Como funciona um mercado dentro do condomínio?

Mercado dentro do condomínio, mercadinho em condomínio, minimercado, mercado em condomínio, minimarket, loja de conveniência condominial… Os nomes que dão a ele são vários, mas a ideia é bem simples e basicamente a mesma para todos.

O mercadinho em condomínio permite a venda de alimentos e produtos dentro do próprio condomínio.

Basicamente, o morador pode pegar o elevador, descer até o térreo e ir até a área comum onde estão localizadas gôndolas de supermercado e um caixa eletrônico. Lá, os moradores podem escolher os produtos que desejam e comprá-los. Tudo isso dentro do condomínio. Incrível, não acha?

O mercado é abastecido com frutas, pacotes de alimentos não-perecíveis, chocolates, itens de padaria, papel higiênico, salgadinhos, entre outros. Até bebidas alcoólicas podem ser vendidas para moradores maiores de 18 anos.

A loja, em si, é totalmente autônoma. Isso significa que o condomínio não precisa ter funcionários trabalhando no caixa, no estoque ou operadores no local. Os mercadinhos em condomínio funcionam seguindo o modelo de negócio honest market (tradução: mercado da honestidade).

Honestidade porque todo o processo de compra e pagamento é feito com base na confiança. Tudo é feito pelo próprio morador do condomínio, desde a escolha do produto até o pagamento via aplicativo ou cartão de crédito – sem a supervisão de ninguém, exceto das câmeras de segurança.

 

Passo a passo: como instalar um mercado no condomínio?

Em geral, a instalação do mercado em condomínio ocorre assim:

1. Síndico(a) analisa as empresas que prestam esse serviço na região, selecionando ao menos 3 orçamentos.

2. Propostas e orçamentos são apresentados em reunião de assembleia e passam pelo voto e avaliação dos condôminos.

3. Tomada a decisão em reunião de assembleia, o condomínio cede um espaço vazio em uma das áreas comuns para a empresa instalar o mercadinho.

O formato do mercadinho é definido de acordo com o espaço disponível dentro do prédio residencial, o perfil dos moradores do condomínio, a empresa escolhida e demais questões particulares.

Da mesma forma, a responsabilidade sobre questões como a realização das obras de instalação e manutenção dos equipamentos varia conforme o acordo fechado com a empresa prestadora do serviço. Em sua maioria, a instalação não é cobrada pelas empresas.

 

Quais tipos de mercado dentro do condomínio existem?

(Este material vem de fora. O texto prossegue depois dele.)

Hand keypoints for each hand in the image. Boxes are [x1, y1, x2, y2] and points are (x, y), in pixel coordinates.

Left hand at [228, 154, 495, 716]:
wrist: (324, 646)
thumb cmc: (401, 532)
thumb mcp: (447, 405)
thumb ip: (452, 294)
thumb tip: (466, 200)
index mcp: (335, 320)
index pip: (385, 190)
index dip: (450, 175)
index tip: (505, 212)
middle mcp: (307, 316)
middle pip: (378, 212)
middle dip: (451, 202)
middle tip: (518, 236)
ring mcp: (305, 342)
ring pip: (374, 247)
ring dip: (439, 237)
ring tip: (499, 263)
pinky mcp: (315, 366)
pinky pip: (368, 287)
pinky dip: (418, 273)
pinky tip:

Conforme a ideia foi se popularizando, mais e mais iniciativas nesse formato foram aparecendo.

Em geral, não é necessário possuir muito espaço livre para instalar um mercado no condomínio. Indica-se que é necessário ao menos 2m² livres em alguma área comum do condomínio, podendo ser no hall de entrada, recepção, corredor ou até mesmo em uma vaga de garagem.

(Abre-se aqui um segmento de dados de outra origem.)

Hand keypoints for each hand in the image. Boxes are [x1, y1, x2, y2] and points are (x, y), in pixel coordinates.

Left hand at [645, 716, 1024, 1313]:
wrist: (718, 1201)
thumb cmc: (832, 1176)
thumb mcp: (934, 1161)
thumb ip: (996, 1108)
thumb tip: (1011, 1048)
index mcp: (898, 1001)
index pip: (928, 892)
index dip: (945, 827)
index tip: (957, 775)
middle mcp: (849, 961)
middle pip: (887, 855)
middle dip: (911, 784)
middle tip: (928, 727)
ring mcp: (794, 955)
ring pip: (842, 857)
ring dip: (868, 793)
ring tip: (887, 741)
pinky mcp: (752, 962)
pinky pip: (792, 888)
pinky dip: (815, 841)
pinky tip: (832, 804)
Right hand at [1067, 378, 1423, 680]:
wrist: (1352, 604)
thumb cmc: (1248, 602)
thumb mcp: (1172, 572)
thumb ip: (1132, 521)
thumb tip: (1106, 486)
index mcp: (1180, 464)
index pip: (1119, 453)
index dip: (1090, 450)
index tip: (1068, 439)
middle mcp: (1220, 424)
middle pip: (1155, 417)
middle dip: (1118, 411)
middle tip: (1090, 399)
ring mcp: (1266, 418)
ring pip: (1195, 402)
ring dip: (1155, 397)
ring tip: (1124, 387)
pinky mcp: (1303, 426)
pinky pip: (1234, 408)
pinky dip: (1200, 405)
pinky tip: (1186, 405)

O layout do mercado que será instalado no condomínio é definido conforme o espaço disponível e pelas exigências dos condôminos.

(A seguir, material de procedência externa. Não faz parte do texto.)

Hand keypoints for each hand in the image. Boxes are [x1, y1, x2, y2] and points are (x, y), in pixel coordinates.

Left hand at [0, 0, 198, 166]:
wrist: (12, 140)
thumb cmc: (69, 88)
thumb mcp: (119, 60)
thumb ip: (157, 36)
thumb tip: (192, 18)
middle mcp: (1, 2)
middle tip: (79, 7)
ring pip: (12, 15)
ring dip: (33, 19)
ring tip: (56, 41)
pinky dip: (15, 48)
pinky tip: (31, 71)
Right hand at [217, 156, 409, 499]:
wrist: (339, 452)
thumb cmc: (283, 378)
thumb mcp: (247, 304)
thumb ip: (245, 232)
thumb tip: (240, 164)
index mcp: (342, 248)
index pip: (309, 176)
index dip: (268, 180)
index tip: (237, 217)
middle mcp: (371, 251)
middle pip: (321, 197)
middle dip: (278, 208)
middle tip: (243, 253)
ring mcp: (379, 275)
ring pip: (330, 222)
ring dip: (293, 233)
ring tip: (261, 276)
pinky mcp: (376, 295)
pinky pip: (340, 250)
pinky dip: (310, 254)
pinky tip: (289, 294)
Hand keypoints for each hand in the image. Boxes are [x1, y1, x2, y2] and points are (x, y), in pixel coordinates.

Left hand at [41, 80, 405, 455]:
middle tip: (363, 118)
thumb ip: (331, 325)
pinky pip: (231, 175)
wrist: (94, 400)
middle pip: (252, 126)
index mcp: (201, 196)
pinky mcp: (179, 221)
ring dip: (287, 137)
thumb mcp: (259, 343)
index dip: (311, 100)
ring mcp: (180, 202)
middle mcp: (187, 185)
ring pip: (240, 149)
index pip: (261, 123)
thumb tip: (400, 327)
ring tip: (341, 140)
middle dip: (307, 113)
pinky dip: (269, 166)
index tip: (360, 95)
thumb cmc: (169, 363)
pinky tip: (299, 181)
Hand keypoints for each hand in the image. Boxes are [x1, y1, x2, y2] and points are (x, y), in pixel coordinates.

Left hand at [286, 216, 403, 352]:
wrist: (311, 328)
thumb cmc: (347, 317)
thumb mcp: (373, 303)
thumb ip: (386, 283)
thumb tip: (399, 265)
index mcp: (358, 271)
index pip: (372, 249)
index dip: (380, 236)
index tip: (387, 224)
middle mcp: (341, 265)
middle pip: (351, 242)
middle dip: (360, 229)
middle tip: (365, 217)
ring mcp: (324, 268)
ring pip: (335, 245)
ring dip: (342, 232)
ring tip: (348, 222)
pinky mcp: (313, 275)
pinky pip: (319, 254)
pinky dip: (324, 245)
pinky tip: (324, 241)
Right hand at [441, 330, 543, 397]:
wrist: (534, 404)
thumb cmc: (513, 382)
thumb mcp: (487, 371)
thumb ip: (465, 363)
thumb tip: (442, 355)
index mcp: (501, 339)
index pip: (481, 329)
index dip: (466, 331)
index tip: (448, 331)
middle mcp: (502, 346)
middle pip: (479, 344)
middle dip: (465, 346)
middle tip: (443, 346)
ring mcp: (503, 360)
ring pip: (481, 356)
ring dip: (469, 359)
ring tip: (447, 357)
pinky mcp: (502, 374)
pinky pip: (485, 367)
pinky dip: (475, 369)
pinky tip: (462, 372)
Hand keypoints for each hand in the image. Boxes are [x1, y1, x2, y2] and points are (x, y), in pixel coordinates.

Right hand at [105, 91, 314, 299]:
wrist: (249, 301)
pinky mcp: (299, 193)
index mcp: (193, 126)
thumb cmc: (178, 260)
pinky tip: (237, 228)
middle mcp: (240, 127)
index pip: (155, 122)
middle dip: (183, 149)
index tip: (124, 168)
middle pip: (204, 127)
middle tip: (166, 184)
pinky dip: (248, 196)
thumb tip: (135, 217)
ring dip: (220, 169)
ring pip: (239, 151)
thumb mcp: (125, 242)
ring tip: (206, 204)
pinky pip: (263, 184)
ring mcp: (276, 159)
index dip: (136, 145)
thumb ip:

Para deixar mais claro, separamos aqui os layouts mais recorrentes de mercadinhos em condomínio:

  • O mercadinho se parece com uma loja de conveniência, com prateleiras de alimentos e geladeiras munidas de bebidas.
  • Mercado é montado para simular uma visita ao supermercado, com grandes corredores, carrinho e cestinhas de compras, seção hortifruti, etc. Ideal para condomínios residenciais com bastante espaço extra.
  • O mercado fica localizado dentro de um container, normalmente instalado em uma parte do estacionamento do condomínio. Bom para condomínios horizontais, onde o container pode ocupar o espaço de uma vaga de garagem.
  • Também há opções mais compactas, em que o espaço do mercado se resume a uma ou duas prateleiras que contam apenas com itens essenciais. Ideal para condomínios com uma infraestrutura reduzida.
  • O mercado dentro do condomínio também pode ser constituído apenas por algumas geladeiras, como se fossem aquelas máquinas de venda de refrigerante. Indicado para condomínios comerciais.
Mercadinho em condomínio - Minha Quitandinha
Unidade de mercado 24 horas em condomínio com layout de container instalada na cidade de Itajaí (SC), pela empresa Minha Quitandinha.

 

Vale a pena investir em um mercadinho para o condomínio?

Essa é a primeira pergunta que o(a) síndico(a) deve se perguntar antes de levar o tema para ser debatido em uma reunião de assembleia.

Para simplificar, listamos aqui algumas vantagens de contar com um mercadinho no condomínio:

Comodidade e segurança na pandemia

Em um momento crítico como o que estamos vivendo, em tempos de isolamento social e com a pandemia do novo coronavírus, esse tipo de iniciativa acaba sendo uma proteção extra para os moradores.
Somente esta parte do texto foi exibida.